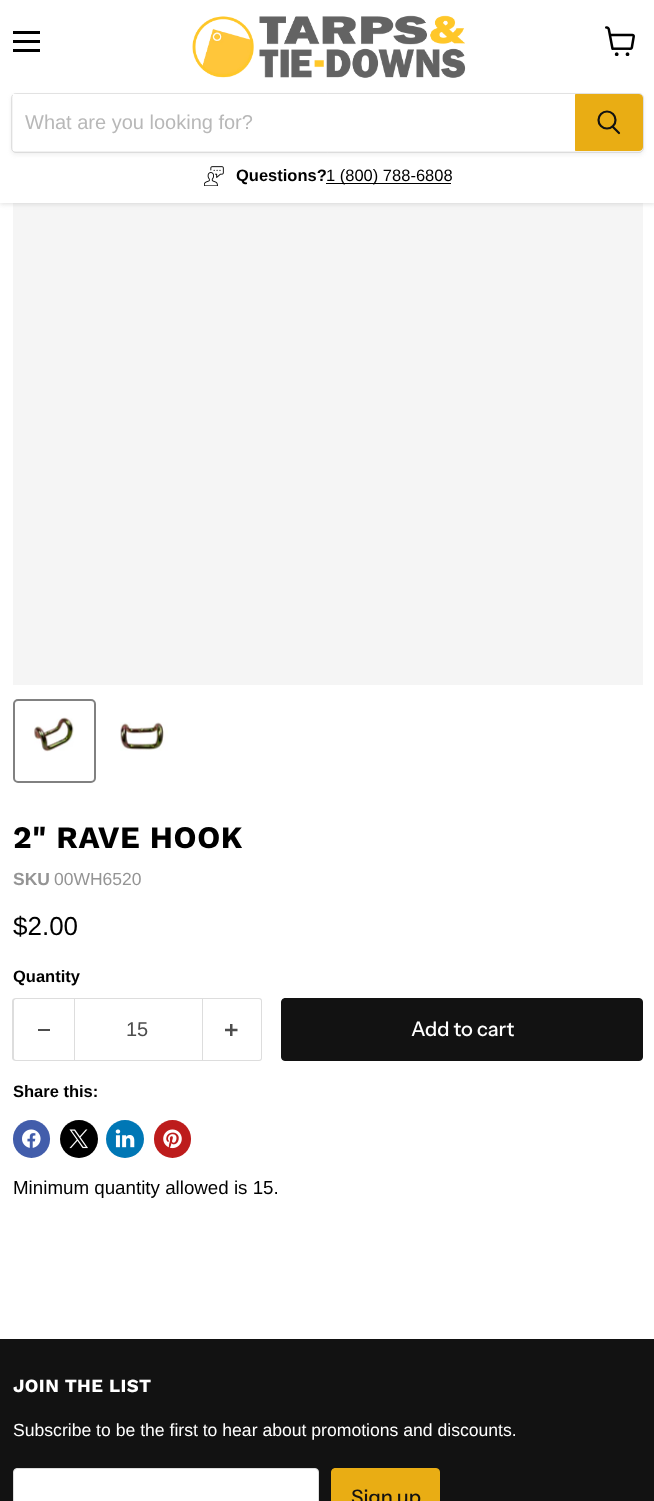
async function draw(canvas) {
  canvas.width = 654;
  canvas.height = 1501;
  const ctx = canvas.getContext('2d');
  ctx.miterLimit = 4;
  ctx.fontKerning = 'normal';
  function label(s, x, y, font, color) {
    ctx.font = font;
    ctx.fillStyle = color;
    ctx.fillText(s, x, y);
  }
  function rect(x, y, w, h, color) {
    ctx.fillStyle = color;
    ctx.fillRect(x, y, w, h);
  }
  function roundedRect(x, y, w, h, r, color) {
    ctx.fillStyle = color;
    ctx.beginPath();
    ctx.roundRect(x, y, w, h, r);
    ctx.fill();
  }
  async function image(src, x, y, w, h) {
    const img = new Image();
    img.src = src;
    await img.decode();
    ctx.drawImage(img, x, y, w, h);
  }
  let path;

  rect(0, 0, 654, 1501, '#fff');
  rect(13, 203, 630, 482, '#f5f5f5');
  ctx.fillStyle = '#80808040';
  ctx.filter = 'blur(2.5px)';
  ctx.beginPath();
  ctx.rect(0, 1, 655, 203);
  ctx.fill();
  ctx.filter = 'none';
  rect(0, 0, 654, 203, '#fff');
  rect(13, 31, 27, 3, '#000');
  rect(13, 40, 27, 3, '#000');
  rect(13, 49, 27, 3, '#000');
  await image('assets/img1.png', 605, 26, 30, 30);
  await image('assets/img2.png', 192, 15, 274, 63);
  ctx.fillStyle = '#8080801c';
  ctx.filter = 'blur(2px)';
  ctx.beginPath();
  ctx.roundRect(11, 95, 633, 60, 5);
  ctx.fill();
  ctx.filter = 'none';
  ctx.beginPath();
  ctx.roundRect(11.5, 93.5, 632, 59, 4.5);
  ctx.strokeStyle = '#80808033';
  ctx.stroke();
  rect(13, 94, 562, 57, '#fff');
  label('What are you looking for?', 25, 129, '20px Liberation Sans', '#b8b8b8');
  ctx.fillStyle = '#e9ad14';
  ctx.beginPath();
  ctx.roundRect(575.5, 94.5, 67, 56, [0, 3.5, 3.5, 0]);
  ctx.fill();
  ctx.strokeStyle = '#e9ad14';
  ctx.stroke();
  path = new Path2D('M619 133L613 127');
  ctx.strokeStyle = '#121212';
  ctx.lineWidth = 2.2;
  ctx.lineCap = 'round';
  ctx.stroke(path);
  ctx.beginPath();
  ctx.arc(607, 120, 8.5, 0, 2 * Math.PI);
  ctx.stroke();
  await image('assets/img3.png', 204, 166, 20, 20);
  label('Questions?', 236, 181, 'bold 16.5px Liberation Sans', '#000');
  rect(326, 183, 125, 1, '#000');
  label('1 (800) 788-6808', 326, 181, '16.5px Liberation Sans', '#000');
  ctx.beginPath();
  ctx.roundRect(14, 700, 81, 82, 4);
  ctx.strokeStyle = '#818181';
  ctx.lineWidth = 2;
  ctx.stroke();
  await image('assets/img4.png', 34, 717, 40, 35);
  await image('assets/img5.png', 120, 722, 48, 29);
  ctx.letterSpacing = '0.6px';
  label('2" RAVE HOOK', 13, 848, 'bold 31.25px Work Sans', '#000');
  ctx.letterSpacing = '0px';
  label('SKU', 13, 885, 'bold 17.5px Liberation Sans', '#949494');
  label('00WH6520', 54, 885, '17.5px Liberation Sans', '#949494');
  label('$2.00', 13, 935, '26px Liberation Sans', '#000');
  label('Quantity', 13, 982, 'bold 16.5px Liberation Sans', '#000');
  ctx.fillStyle = '#ddd';
  path = new Path2D('M16 998H74V1061H16C14 1061 12 1060 12 1058V1001C12 999 14 998 16 998ZM16 999H74V1060H16C15 1060 14 1059 14 1058V1001C14 1000 15 999 16 999Z');
  ctx.fill(path, 'evenodd');
  rect(38, 1029, 12, 2, '#4d4d4d');
  ctx.strokeStyle = '#ddd';
  ctx.lineWidth = 1;
  ctx.strokeRect(74.5, 998.5, 128, 62);
  label('15', 126, 1036, '20px Liberation Sans', '#4d4d4d');
  ctx.fillStyle = '#ddd';
  path = new Path2D('M202 998H259C261 998 262 999 262 1001V1058C262 1060 261 1061 259 1061H202ZM202 999H259C260 999 261 1000 261 1001V1058C261 1059 260 1060 259 1060H202Z');
  ctx.fill(path, 'evenodd');
  await image('assets/img6.png', 225, 1024, 13, 12);
  ctx.fillStyle = '#121212';
  ctx.beginPath();
  ctx.roundRect(281.5, 998.5, 361, 62, 3.5);
  ctx.fill();
  ctx.strokeStyle = '#121212';
  ctx.stroke();
  label('Add to cart', 411, 1036, '500 20px Instrument Sans', '#fff');
  label('Share this:', 13, 1097, 'bold 16.5px Liberation Sans', '#000');
  roundedRect(13, 1120, 37, 38, 18.5, '#425dab');
  await image('assets/img7.png', 22, 1129, 19, 19);
  ctx.fillStyle = '#000';
  ctx.beginPath();
  ctx.arc(79, 1139, 19, 0, 2 * Math.PI);
  ctx.fill();
  await image('assets/img8.png', 69, 1129, 19, 20);
  ctx.fillStyle = '#0077b5';
  ctx.beginPath();
  ctx.arc(125, 1139, 19, 0, 2 * Math.PI);
  ctx.fill();
  await image('assets/img9.png', 115, 1129, 20, 19);
  roundedRect(154, 1120, 37, 38, 18.5, '#bd1c1c');
  await image('assets/img10.png', 163, 1129, 19, 20);
  label('Minimum quantity allowed is 15.', 13, 1194, '18.75px Liberation Sans', '#000');
  rect(0, 1339, 654, 162, '#121212');
  ctx.letterSpacing = '0.4px';
  label('JOIN THE LIST', 13, 1392, 'bold 18.5px Work Sans', '#fff');
  ctx.letterSpacing = '0px';
  label('Subscribe to be the first to hear about promotions and discounts.', 13, 1436, '17.6px Liberation Sans', '#fff');
  ctx.beginPath();
  ctx.roundRect(13.5, 1468.5, 305, 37, 3.5);
  ctx.fill();
  ctx.strokeStyle = '#ddd';
  ctx.stroke();
  ctx.fillStyle = '#e9ad14';
  ctx.beginPath();
  ctx.roundRect(331.5, 1468.5, 108, 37, 3.5);
  ctx.fill();
  ctx.strokeStyle = '#e9ad14';
  ctx.stroke();
  label('Sign up', 351, 1504, '500 20px Instrument Sans', '#121212');
}

draw(document.querySelector('canvas'));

|---|

List the lines of the entries that include "letterSpacing".

■ **Answer space**:
  ctx.letterSpacing = '0.6px';
  ctx.letterSpacing = '0px';
  ctx.letterSpacing = '0.4px';
  ctx.letterSpacing = '0px';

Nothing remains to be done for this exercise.